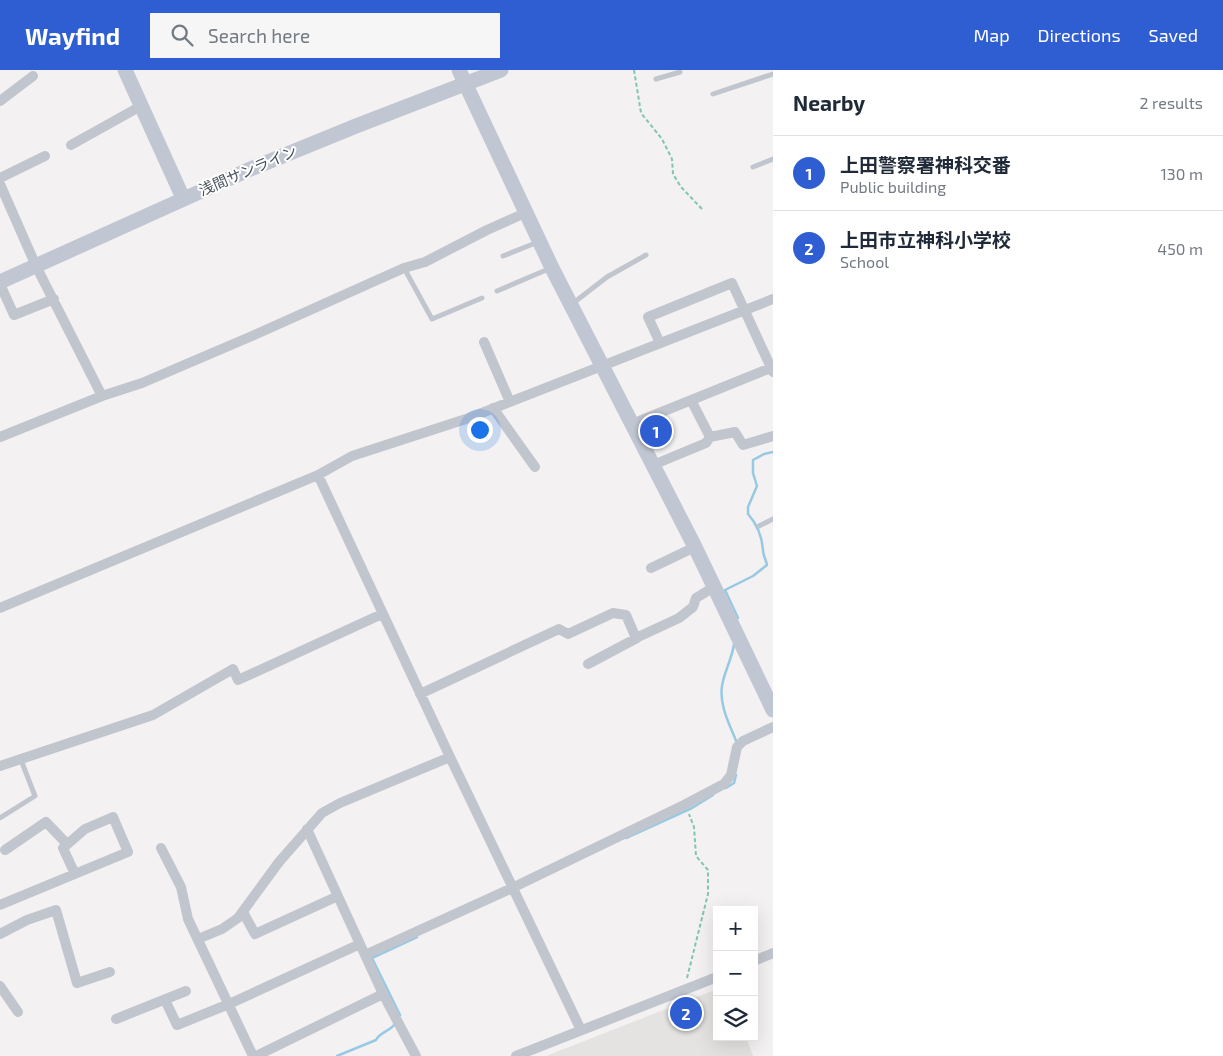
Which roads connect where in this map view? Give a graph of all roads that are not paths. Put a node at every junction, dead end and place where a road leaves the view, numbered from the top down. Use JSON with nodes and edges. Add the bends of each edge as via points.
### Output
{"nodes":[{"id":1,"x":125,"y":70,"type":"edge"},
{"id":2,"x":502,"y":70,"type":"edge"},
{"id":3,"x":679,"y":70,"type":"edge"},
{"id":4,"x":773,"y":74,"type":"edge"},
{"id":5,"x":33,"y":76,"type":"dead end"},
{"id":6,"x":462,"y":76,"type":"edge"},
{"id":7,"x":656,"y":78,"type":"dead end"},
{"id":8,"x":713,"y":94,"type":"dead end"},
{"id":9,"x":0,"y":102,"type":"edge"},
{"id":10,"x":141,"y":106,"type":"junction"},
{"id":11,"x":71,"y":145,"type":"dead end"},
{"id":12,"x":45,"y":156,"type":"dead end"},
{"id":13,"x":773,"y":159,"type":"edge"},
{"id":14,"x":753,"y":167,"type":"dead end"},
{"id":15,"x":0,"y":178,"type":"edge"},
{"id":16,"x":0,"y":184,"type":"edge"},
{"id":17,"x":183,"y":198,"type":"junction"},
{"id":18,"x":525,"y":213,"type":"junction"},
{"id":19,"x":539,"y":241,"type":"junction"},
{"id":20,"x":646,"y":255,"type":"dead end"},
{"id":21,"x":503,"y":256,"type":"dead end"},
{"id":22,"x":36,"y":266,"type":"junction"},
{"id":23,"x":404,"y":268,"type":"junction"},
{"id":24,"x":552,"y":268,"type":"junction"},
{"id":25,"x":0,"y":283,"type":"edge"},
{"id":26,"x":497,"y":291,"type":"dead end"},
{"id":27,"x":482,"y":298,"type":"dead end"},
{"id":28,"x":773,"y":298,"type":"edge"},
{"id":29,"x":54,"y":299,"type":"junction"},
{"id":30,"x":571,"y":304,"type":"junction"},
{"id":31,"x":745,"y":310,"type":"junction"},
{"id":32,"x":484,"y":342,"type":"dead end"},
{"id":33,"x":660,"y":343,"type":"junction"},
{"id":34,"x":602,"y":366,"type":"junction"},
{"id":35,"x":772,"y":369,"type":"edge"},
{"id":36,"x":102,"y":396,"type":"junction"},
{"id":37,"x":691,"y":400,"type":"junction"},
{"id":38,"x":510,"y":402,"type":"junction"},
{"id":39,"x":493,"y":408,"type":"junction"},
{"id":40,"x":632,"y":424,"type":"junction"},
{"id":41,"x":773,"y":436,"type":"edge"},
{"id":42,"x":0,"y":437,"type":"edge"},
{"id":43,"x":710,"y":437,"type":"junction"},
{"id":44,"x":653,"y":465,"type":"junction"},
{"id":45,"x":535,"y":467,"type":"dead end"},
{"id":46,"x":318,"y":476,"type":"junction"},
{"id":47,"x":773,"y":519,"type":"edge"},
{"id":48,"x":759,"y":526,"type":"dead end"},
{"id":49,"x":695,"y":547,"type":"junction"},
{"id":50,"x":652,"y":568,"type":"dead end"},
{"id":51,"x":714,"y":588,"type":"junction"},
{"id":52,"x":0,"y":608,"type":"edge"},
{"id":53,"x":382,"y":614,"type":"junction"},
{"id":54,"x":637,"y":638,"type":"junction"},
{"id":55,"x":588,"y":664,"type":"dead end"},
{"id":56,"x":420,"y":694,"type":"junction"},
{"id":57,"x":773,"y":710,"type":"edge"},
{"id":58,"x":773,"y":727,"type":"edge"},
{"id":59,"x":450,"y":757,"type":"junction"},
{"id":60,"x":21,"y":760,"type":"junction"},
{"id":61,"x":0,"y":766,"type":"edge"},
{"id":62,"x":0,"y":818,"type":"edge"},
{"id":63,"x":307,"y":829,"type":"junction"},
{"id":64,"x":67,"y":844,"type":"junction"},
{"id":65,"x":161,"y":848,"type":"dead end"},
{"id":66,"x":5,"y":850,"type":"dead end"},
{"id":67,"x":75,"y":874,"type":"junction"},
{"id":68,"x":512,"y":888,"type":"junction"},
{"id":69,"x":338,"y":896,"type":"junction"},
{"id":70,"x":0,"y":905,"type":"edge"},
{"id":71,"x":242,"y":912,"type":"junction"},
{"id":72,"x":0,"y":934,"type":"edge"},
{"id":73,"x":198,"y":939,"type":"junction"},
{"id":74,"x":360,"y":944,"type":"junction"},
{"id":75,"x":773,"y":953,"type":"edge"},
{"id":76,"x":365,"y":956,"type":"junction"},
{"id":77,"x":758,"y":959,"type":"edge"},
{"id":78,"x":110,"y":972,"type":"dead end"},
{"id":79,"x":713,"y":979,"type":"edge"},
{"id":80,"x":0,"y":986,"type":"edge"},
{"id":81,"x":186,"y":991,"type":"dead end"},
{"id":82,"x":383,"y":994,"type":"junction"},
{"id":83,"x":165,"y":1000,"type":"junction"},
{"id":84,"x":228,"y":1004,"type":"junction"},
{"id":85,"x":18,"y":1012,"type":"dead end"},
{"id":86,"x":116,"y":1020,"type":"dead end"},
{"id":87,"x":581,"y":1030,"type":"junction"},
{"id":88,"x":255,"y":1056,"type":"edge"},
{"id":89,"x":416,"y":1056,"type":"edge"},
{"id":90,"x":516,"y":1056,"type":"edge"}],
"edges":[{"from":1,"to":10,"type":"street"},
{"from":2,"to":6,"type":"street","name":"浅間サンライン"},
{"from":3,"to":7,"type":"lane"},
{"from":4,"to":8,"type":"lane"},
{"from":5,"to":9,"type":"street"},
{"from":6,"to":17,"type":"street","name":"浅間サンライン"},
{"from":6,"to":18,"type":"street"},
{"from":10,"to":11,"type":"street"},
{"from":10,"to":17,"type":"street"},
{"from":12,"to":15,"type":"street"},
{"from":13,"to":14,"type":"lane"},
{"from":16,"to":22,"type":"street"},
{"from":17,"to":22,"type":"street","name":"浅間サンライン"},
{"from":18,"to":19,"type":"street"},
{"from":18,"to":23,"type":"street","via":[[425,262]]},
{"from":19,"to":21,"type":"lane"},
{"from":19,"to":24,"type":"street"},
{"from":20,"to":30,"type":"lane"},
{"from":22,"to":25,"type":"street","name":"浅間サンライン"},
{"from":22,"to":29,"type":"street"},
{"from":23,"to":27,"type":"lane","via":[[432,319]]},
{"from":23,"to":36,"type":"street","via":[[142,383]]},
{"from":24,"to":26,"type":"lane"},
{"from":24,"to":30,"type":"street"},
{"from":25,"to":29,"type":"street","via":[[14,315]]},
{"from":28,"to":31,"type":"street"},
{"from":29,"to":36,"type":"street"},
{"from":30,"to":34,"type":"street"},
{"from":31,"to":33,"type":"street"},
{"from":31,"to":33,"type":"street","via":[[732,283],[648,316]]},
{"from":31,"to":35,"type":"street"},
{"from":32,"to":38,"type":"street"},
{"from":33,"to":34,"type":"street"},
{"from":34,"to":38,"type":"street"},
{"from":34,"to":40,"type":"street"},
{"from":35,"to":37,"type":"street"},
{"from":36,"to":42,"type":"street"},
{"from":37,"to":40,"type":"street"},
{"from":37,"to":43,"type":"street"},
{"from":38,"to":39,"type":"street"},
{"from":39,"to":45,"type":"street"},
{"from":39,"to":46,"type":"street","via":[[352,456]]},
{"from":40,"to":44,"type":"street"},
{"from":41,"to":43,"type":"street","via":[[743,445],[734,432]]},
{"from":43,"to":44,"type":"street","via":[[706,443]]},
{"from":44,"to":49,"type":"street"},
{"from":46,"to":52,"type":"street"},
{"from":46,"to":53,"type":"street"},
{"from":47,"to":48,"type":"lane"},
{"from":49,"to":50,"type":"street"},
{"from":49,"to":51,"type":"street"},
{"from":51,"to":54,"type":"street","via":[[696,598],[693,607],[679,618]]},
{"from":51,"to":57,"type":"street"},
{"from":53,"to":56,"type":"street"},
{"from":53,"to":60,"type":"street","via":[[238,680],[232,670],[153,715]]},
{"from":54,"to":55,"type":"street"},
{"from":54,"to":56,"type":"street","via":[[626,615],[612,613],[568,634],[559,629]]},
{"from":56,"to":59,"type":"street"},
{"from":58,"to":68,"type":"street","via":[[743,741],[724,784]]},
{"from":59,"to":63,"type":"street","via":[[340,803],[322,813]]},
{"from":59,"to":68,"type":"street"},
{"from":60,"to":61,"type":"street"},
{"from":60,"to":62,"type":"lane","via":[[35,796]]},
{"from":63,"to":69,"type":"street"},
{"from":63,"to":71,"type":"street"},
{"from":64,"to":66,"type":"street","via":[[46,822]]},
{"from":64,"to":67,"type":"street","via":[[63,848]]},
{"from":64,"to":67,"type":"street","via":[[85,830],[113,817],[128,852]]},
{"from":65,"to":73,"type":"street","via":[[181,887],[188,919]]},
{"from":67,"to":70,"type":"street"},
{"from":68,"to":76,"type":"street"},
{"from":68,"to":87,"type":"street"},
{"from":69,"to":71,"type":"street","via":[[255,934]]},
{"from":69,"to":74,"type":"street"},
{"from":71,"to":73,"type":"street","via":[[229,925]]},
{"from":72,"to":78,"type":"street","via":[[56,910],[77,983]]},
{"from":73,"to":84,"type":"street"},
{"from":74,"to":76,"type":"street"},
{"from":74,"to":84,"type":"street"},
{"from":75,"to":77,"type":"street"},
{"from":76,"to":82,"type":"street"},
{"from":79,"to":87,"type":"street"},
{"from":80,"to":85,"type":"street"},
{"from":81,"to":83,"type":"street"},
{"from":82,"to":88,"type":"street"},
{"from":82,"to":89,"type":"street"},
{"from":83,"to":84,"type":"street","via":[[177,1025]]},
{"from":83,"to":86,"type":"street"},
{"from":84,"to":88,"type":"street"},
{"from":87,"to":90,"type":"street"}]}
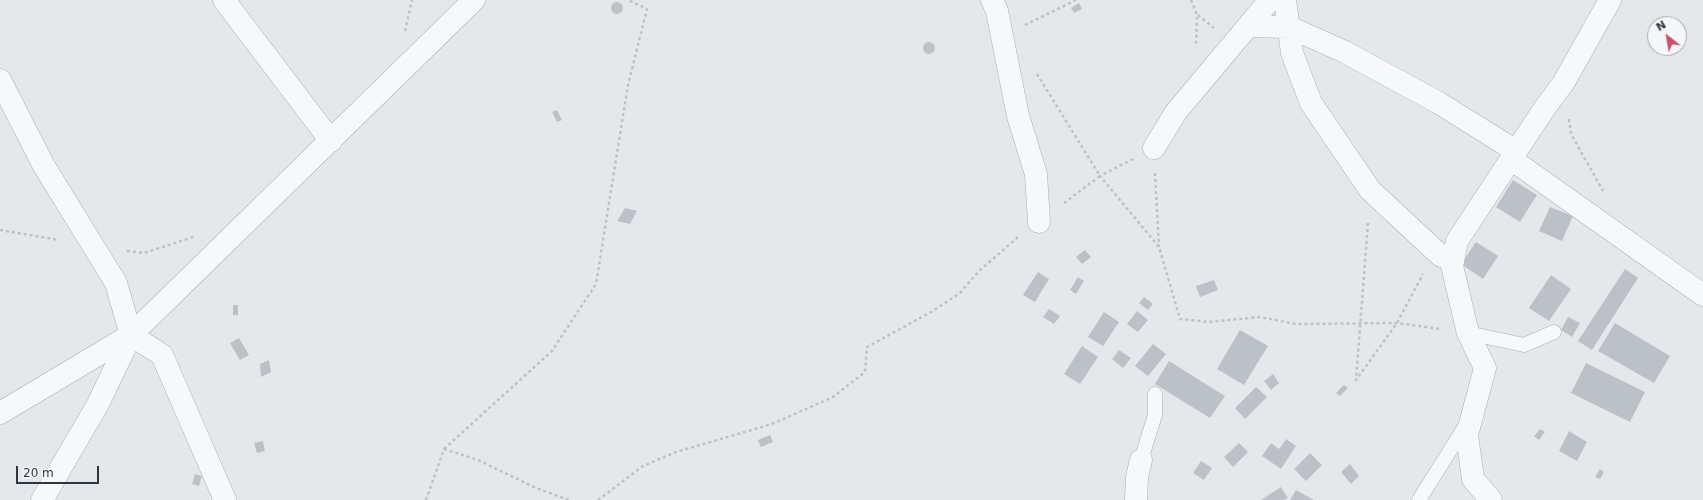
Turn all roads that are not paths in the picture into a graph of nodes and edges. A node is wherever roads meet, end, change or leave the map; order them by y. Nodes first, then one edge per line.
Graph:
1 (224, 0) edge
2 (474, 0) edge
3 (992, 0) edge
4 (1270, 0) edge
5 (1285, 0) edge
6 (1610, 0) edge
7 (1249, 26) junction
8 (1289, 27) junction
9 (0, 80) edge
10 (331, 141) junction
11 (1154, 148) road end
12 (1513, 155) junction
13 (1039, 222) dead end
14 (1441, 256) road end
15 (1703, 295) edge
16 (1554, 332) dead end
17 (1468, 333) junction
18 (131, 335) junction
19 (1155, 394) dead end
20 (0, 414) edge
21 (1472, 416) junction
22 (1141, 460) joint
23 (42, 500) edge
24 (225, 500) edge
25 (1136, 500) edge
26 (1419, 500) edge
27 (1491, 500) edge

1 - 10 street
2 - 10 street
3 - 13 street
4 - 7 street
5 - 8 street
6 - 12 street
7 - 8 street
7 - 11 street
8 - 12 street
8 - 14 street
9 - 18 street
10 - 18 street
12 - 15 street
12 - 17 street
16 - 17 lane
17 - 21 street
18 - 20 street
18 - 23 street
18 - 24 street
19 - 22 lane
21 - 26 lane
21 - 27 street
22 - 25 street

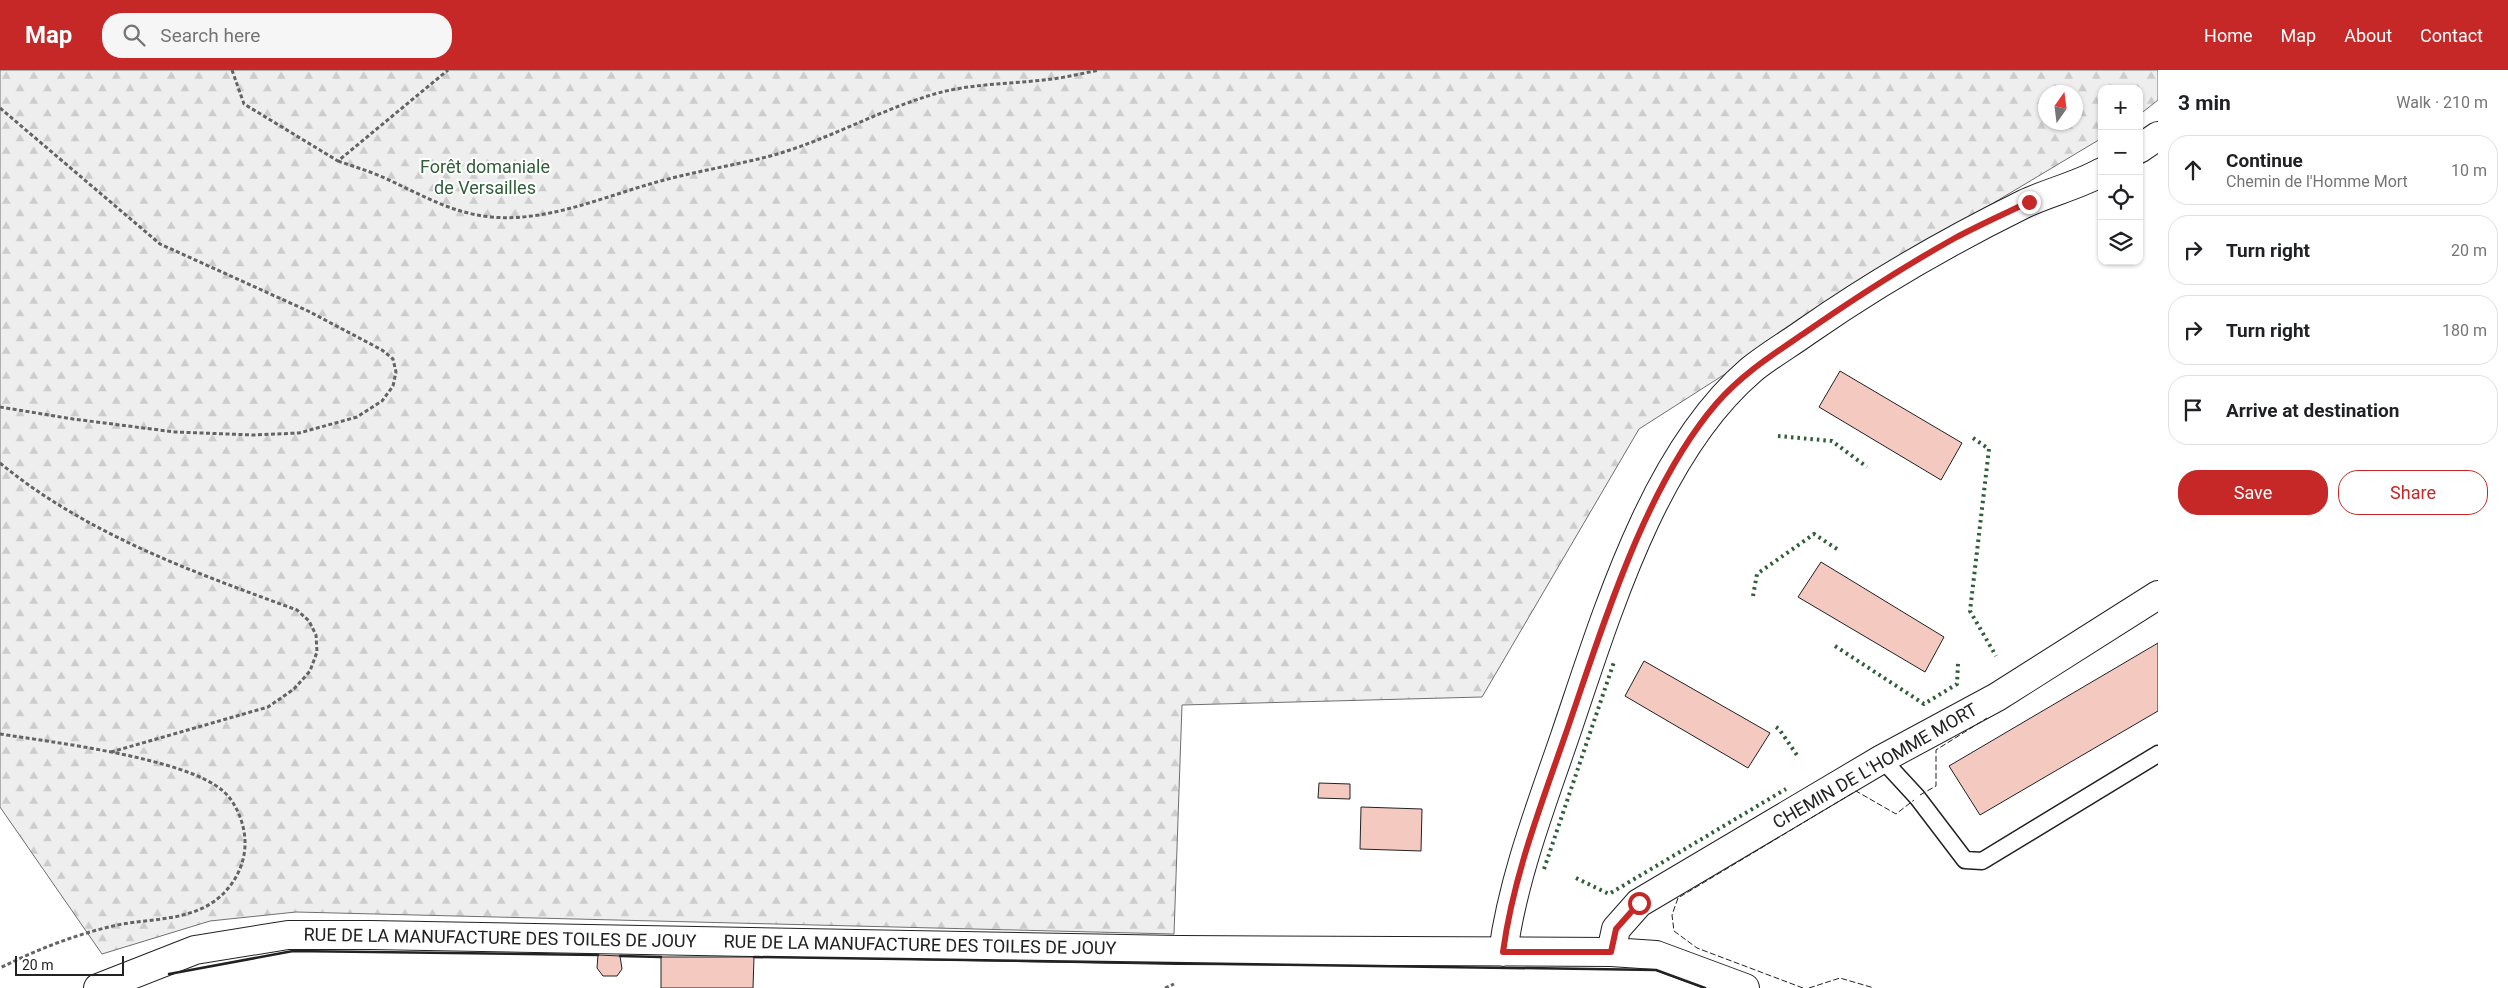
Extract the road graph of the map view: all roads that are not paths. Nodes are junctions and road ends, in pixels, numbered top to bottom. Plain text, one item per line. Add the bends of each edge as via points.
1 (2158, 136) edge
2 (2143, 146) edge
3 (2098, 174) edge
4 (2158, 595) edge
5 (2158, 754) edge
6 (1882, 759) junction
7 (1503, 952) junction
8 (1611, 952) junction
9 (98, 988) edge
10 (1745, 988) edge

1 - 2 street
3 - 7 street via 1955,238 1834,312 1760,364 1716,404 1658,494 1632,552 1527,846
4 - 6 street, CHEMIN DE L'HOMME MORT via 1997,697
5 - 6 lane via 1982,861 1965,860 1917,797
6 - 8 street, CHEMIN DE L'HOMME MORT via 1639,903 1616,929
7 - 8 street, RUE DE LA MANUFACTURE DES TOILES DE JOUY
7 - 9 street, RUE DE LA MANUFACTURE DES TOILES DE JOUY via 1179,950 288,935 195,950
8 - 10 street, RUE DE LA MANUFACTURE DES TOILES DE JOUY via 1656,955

- _Task details_:
Extract every line containing the string "JOUY" from the material.

- _Answer box_:
7 - 8 street, RUE DE LA MANUFACTURE DES TOILES DE JOUY
7 - 9 street, RUE DE LA MANUFACTURE DES TOILES DE JOUY via 1179,950 288,935 195,950
8 - 10 street, RUE DE LA MANUFACTURE DES TOILES DE JOUY via 1656,955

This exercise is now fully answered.